1.100 vols annulés en mai, 1.100 également en juin et 1.000 en juillet : cette année, l'été n'est pas synonyme de retour du soleil pour Ryanair. Rien que sur le premier mois des vacances, le nombre de vols annulés a été multiplié par 44 comparé à l'an passé. Des annulations engendrées par les "grèves inutiles" des pilotes et des personnels de cabine, selon les mots de la compagnie. Mais avec ces grèves à répétition, les augmentations de salaire auxquelles la compagnie a dû consentir, l'arrivée des syndicats et la hausse du prix du pétrole, c'est tout le modèle économique de Ryanair qui est menacé. Son bénéfice net est en forte baisse, tout comme son action. Une médiation a été demandée par la direction vendredi.
Grèves à répétition
La direction avait bon espoir de calmer les esprits quand, le 30 janvier dernier, elle a reconnu pour la première fois un syndicat de pilotes, ce qu'elle avait rechigné à faire depuis sa création en 1994. D'autant que Michael O'Leary, le fondateur et PDG de la compagnie irlandaise, avait également consentie à une augmentation de 20% de tous ses pilotes. Depuis l'annulation de 20.000 vols par la compagnie aérienne en septembre dernier en raison du manque de pilotes, le climat s'était fortement tendu avec la direction. Problème, ces décisions ont eu l'effet inverse. Enfin reconnus après des années d'absence, les syndicats se sont sentis pousser des ailes. En surfant sur le ras-le-bol des salariés, ils ont réussi à instaurer un rapport de force.

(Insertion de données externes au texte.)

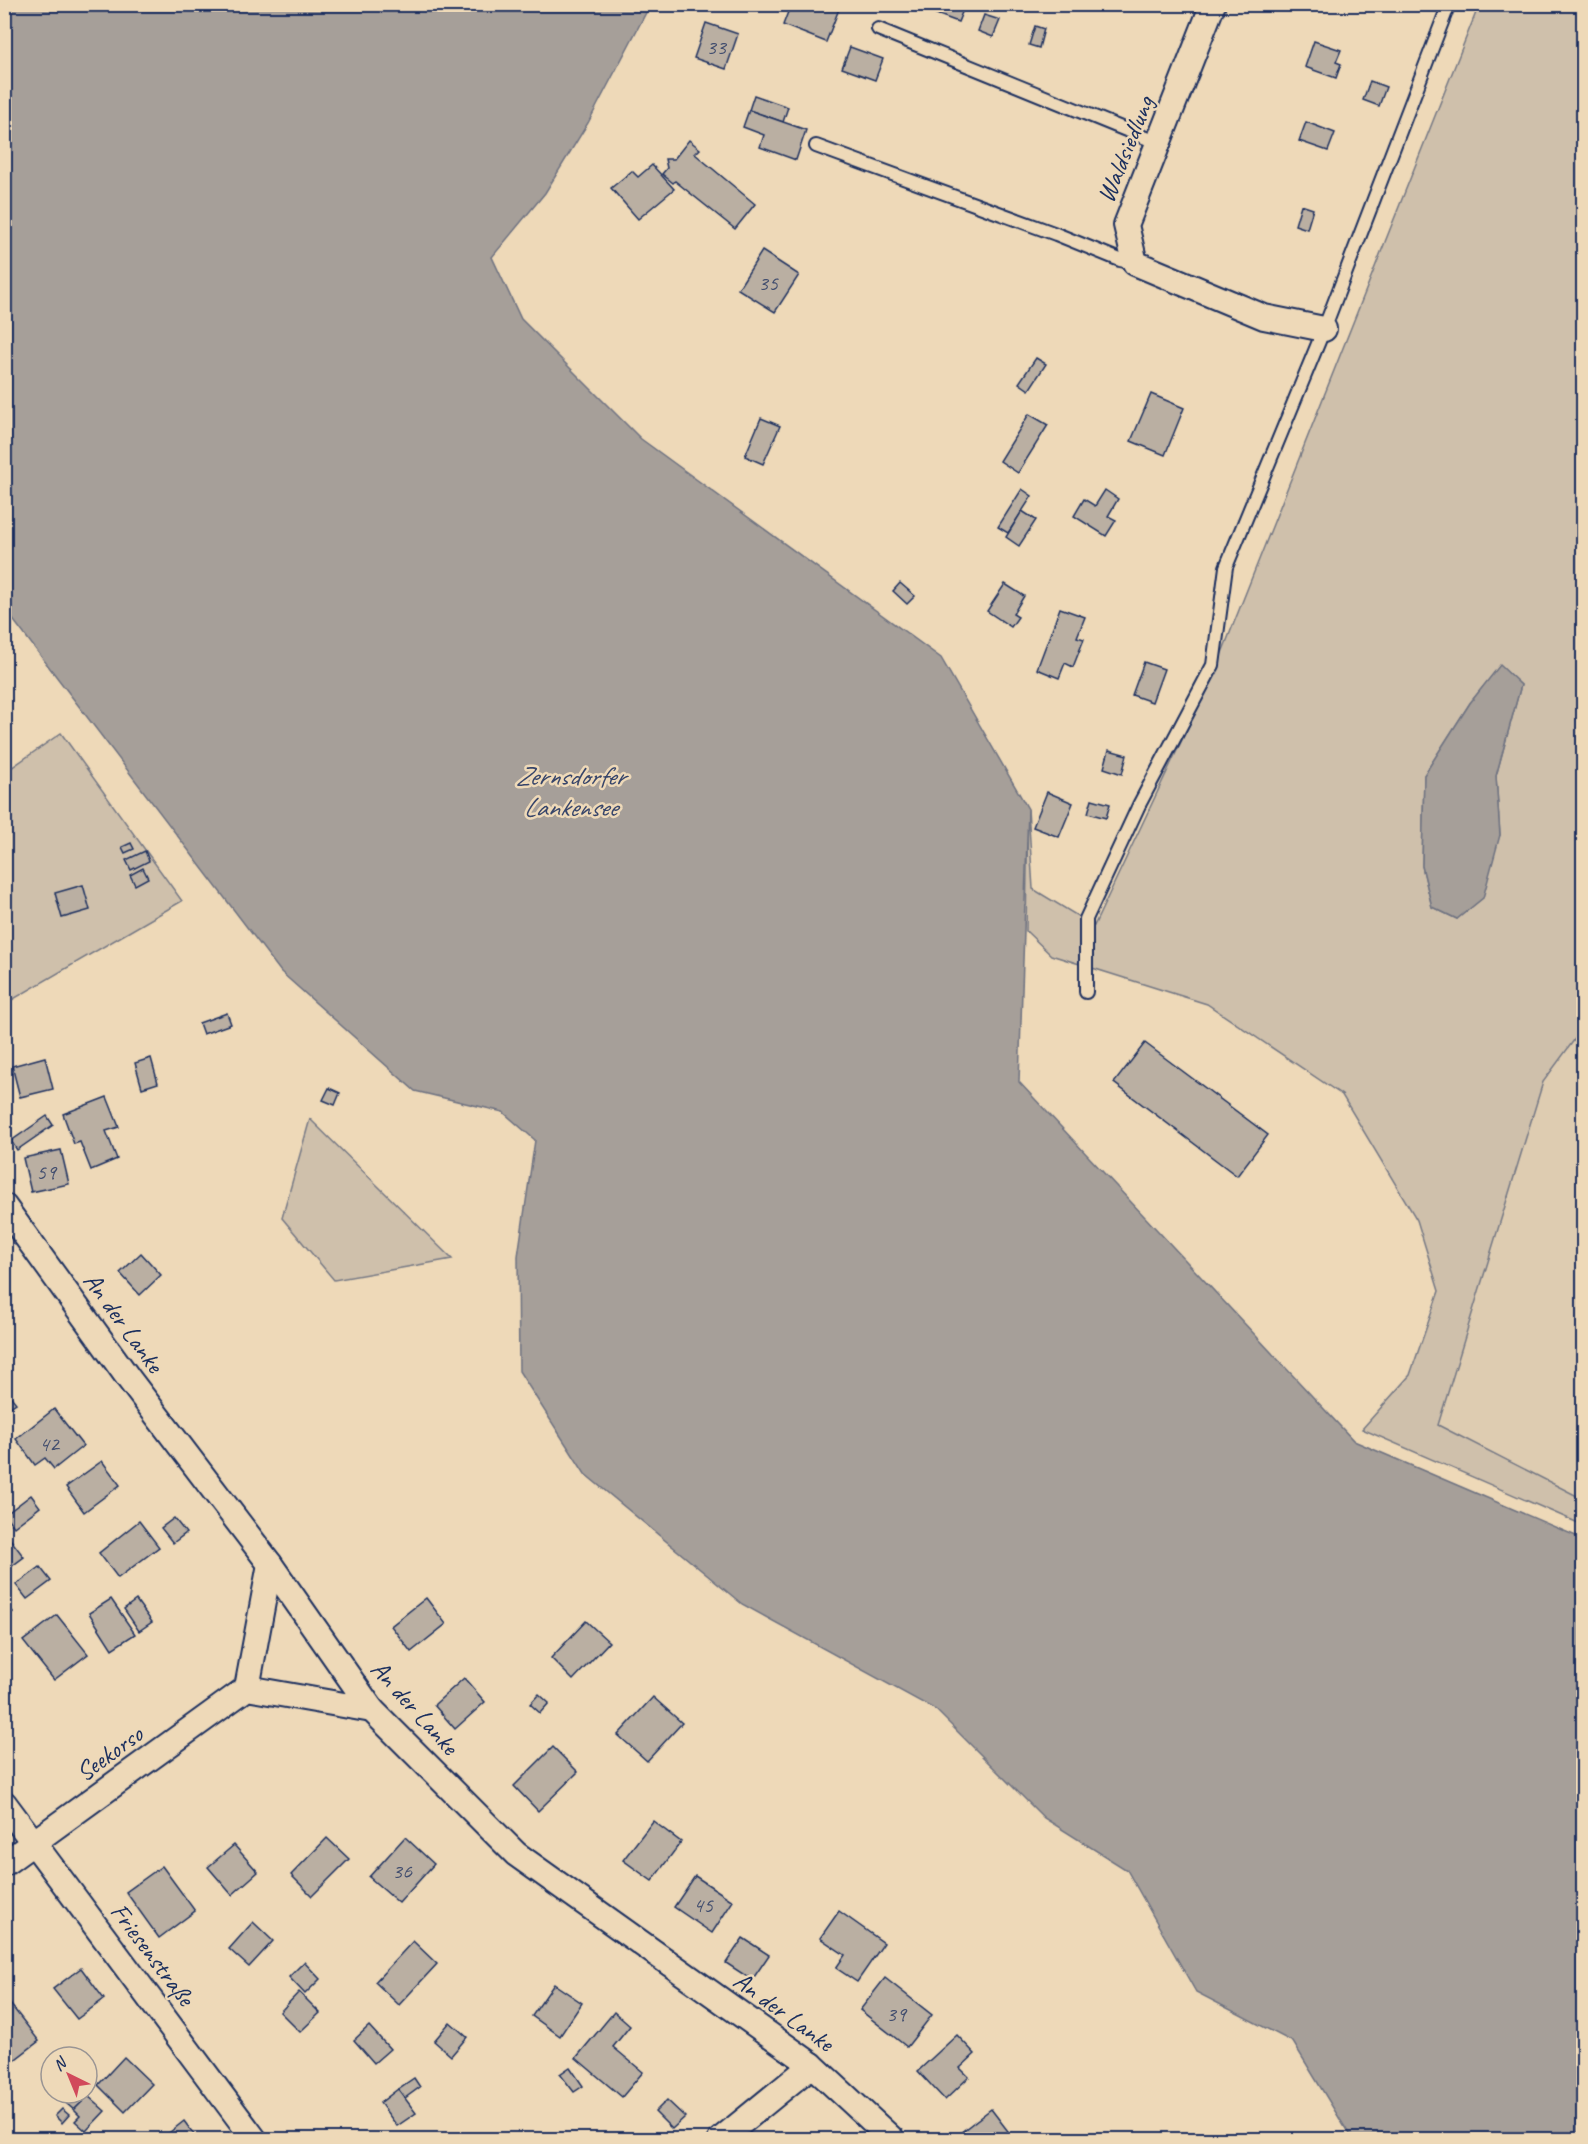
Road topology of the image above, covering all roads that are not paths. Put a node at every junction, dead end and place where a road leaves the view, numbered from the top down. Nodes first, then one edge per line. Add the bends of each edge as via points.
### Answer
1 (1213, 4) edge
2 (1449, 4) edge
3 (878, 29) dead end
4 (1158, 143) junction
5 (816, 146) dead end
6 (1135, 263) junction
7 (1324, 328) junction
8 (1086, 992) dead end
9 (4, 1206) edge
10 (270, 1564) junction
11 (247, 1688) junction
12 (372, 1710) junction
13 (4, 1803) edge
14 (34, 1842) junction
15 (4, 1864) edge
16 (812, 2065) junction
17 (255, 2139) edge
18 (720, 2139) edge
19 (893, 2139) edge

1 - 4 street, Waldsiedlung
2 - 7 lane
3 - 4 lane
4 - 6 street, Waldsiedlung via 1126,225
5 - 6 lane
6 - 7 street via 1264,317
7 - 8 lane via 1226,567 1213,665 1139,805 1086,919
9 - 10 street, An der Lanke
10 - 11 street
10 - 12 street, An der Lanke
11 - 12 street
11 - 14 street, Seekorso
12 - 16 street, An der Lanke via 516,1854
13 - 14 street, Friesenstraße
14 - 15 street, Seekorso
14 - 17 street, Friesenstraße
16 - 18 street
16 - 19 street, An der Lanke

Les grèves se sont multipliées dans plusieurs pays et notamment en Irlande, au siège de la compagnie. Les 25 et 26 juillet derniers ce sont les personnels navigants cabine espagnols, portugais et belges qui ont forcé la compagnie à annuler 600 vols, laissant plus de 100.000 passagers sur le carreau. Et Ryanair doit déjà faire face à un nouvel appel à la grève pour le 10 août. Et cette fois-ci, les syndicats, plutôt que d'agir pays par pays, appellent à une grève dans tous les pays européens où la compagnie est présente. Cette dernière pourrait de nouveau entraîner l'annulation de plusieurs centaines de vols. Or ces grèves coûtent cher à Ryanair. Comme tous les transporteurs européens, la compagnie est tenue de ré-acheminer les passagers qui devaient voler avec elle le plus rapidement possible ou de rembourser le billet acheté. Résultat, lors du dernier trimestre (mars - juin), le bénéfice net de l’entreprise a baissé de 22%.
Des contrats dans leurs pays d'origine
Malgré la médiation demandée par la compagnie vendredi, le conflit ne semble pas prêt de se débloquer. La direction juge les demandes du personnel « pas raisonnables » et a dénoncé dans un courrier rendu public l’implication de représentants syndicaux d’autres compagnies dans les grèves en cours. De leur côté, les syndicats continuent de demander à Ryanair d’accepter la présence de représentants syndicaux qui ne seraient pas salariés de la compagnie lors des négociations, mais surtout de permettre aux salariés de disposer de contrats dans les pays où ils opèrent. Actuellement, tous sont employés sous des contrats de droit irlandais, nettement plus avantageux pour Ryanair car soumis à moins de taxes et d'obligations. Pour mettre fin au mouvement, la compagnie menace même de supprimer des vols pour la période hivernale. Un moyen de sauver la face financièrement et de limiter la baisse de son bénéfice. Une menace qu'elle a déjà partiellement mise à exécution en Irlande où une réduction de 20% de sa flotte a été annoncée le 25 juillet. 300 emplois sont menacés.
Dans le low-cost, cette situation contraste avec les bons résultats du numéro deux du secteur, easyJet, qui nourrit de grandes ambitions pour cette année. Il vient de franchir le cap des 1.000 lignes en Europe, multiplie les nouvelles destinations, notamment en France, et a inauguré une nouvelle base à Bordeaux en mars dernier, la sixième en France et la trentième en Europe. Trois avions y sont basés. Le modèle d'easyJet, plus souple, et pensé pour l'utilisation des grands aéroports (à l'inverse de Ryanair qui opère depuis des aéroports secondaires plus éloignés des villes) lui permet de proposer des tarifs un peu plus élevés. La compagnie anglaise bénéficie également de la jeunesse de sa flotte, peu consommatrice en carburant, qui lui permet de mieux supporter la hausse du prix des carburants. Le ciel n'est donc pas sombre pour tout le monde.